What the task asks –
Return every line below in which "above" appears.

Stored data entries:

- Opening Delimiter -

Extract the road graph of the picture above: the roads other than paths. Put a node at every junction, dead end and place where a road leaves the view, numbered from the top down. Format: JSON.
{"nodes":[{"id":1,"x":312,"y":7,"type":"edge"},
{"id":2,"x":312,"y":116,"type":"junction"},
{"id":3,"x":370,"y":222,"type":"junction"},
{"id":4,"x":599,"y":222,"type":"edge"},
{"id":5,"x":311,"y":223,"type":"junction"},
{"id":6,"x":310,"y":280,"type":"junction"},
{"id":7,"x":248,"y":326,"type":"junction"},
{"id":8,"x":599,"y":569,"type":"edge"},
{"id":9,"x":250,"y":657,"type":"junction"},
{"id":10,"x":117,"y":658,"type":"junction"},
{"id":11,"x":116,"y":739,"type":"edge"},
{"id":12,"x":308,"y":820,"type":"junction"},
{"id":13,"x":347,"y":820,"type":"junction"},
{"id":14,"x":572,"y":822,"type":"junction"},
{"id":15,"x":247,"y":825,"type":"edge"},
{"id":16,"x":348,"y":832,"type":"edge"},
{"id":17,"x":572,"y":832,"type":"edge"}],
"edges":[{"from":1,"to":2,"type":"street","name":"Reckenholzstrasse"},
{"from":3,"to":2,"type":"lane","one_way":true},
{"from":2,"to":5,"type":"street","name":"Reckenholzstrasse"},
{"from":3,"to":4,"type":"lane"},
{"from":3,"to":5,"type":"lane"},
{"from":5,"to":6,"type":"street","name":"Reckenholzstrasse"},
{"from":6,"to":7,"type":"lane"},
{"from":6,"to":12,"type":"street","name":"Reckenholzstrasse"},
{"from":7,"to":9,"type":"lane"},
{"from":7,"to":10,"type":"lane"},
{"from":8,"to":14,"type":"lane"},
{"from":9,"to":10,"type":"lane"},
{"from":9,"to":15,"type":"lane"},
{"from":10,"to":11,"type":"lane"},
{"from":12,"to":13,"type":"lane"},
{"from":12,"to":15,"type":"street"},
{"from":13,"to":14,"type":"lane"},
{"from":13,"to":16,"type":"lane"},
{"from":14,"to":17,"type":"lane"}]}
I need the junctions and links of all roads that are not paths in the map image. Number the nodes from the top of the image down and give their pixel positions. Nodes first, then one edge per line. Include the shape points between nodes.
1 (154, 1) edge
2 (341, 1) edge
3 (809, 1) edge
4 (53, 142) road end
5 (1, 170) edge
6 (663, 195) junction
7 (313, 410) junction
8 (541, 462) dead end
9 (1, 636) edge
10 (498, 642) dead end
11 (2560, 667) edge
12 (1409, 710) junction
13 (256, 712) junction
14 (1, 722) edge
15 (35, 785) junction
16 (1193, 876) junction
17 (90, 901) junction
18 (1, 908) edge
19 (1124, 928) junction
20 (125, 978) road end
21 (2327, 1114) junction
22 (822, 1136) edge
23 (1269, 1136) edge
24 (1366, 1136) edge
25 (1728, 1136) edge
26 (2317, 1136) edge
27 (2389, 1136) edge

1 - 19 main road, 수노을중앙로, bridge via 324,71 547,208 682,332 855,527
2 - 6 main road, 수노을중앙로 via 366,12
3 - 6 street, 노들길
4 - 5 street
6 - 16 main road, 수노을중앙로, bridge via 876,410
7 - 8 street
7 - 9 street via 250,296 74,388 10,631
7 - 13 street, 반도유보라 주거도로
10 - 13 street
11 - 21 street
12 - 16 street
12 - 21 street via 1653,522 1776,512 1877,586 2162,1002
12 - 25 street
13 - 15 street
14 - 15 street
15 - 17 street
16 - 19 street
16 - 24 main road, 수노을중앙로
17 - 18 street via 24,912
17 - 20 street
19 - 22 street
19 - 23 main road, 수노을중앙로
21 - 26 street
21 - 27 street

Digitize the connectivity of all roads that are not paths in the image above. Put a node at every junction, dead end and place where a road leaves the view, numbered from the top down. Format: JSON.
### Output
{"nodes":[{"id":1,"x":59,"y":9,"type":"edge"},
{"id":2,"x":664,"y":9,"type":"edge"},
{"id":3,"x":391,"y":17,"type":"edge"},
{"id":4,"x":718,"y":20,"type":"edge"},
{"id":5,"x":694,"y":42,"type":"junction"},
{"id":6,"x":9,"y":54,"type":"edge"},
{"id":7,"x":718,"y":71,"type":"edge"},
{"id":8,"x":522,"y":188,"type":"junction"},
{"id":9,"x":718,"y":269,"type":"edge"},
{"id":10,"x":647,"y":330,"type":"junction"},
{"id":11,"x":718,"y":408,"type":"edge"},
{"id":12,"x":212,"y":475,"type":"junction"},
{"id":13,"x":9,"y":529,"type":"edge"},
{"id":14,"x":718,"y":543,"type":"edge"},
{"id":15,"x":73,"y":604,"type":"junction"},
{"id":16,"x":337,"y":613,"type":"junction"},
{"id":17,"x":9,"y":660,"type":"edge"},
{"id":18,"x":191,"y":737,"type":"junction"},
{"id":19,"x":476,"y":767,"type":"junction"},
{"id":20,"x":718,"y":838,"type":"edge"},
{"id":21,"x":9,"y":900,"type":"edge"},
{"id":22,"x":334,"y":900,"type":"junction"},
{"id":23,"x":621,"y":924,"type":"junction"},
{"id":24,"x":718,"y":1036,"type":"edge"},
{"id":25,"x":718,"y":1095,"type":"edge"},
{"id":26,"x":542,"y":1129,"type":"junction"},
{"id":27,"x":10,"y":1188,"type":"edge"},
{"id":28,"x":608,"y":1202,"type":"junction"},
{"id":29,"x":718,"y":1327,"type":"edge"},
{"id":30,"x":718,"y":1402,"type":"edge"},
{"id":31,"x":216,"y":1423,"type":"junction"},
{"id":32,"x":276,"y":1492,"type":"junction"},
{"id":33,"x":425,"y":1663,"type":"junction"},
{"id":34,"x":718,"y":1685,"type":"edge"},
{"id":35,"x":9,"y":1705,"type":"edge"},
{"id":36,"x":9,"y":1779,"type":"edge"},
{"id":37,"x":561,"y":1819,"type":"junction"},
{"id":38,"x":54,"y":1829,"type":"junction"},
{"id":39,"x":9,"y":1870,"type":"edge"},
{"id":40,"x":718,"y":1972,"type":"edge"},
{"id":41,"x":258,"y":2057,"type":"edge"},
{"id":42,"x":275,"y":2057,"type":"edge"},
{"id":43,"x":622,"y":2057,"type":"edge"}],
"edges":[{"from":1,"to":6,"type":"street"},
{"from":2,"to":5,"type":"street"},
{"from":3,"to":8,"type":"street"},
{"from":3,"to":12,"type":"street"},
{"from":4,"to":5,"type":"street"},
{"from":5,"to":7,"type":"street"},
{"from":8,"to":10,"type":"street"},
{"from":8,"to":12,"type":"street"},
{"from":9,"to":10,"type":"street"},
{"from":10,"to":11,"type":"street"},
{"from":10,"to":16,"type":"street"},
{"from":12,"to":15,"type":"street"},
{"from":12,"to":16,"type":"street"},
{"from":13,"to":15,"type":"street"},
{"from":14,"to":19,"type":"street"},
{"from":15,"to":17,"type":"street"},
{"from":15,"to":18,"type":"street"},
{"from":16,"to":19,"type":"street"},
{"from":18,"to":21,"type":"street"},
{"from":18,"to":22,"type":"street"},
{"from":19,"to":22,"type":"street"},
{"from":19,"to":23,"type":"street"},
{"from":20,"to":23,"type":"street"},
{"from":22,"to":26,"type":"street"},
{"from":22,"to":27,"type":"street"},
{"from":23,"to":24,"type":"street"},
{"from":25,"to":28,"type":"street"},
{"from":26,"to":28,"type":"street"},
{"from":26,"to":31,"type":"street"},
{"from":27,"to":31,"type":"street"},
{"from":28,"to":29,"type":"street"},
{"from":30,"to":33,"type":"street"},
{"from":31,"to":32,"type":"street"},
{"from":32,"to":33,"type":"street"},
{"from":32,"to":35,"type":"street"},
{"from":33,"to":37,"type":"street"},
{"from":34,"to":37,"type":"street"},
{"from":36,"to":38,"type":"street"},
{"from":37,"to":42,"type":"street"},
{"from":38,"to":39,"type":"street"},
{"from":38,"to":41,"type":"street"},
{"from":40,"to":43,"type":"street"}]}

- Closing Delimiter -

Answer to the problem –
Extract the road graph of the picture above: the roads other than paths. Put a node at every junction, dead end and place where a road leaves the view, numbered from the top down. Format: JSON.
Digitize the connectivity of all roads that are not paths in the image above. Put a node at every junction, dead end and place where a road leaves the view, numbered from the top down. Format: JSON.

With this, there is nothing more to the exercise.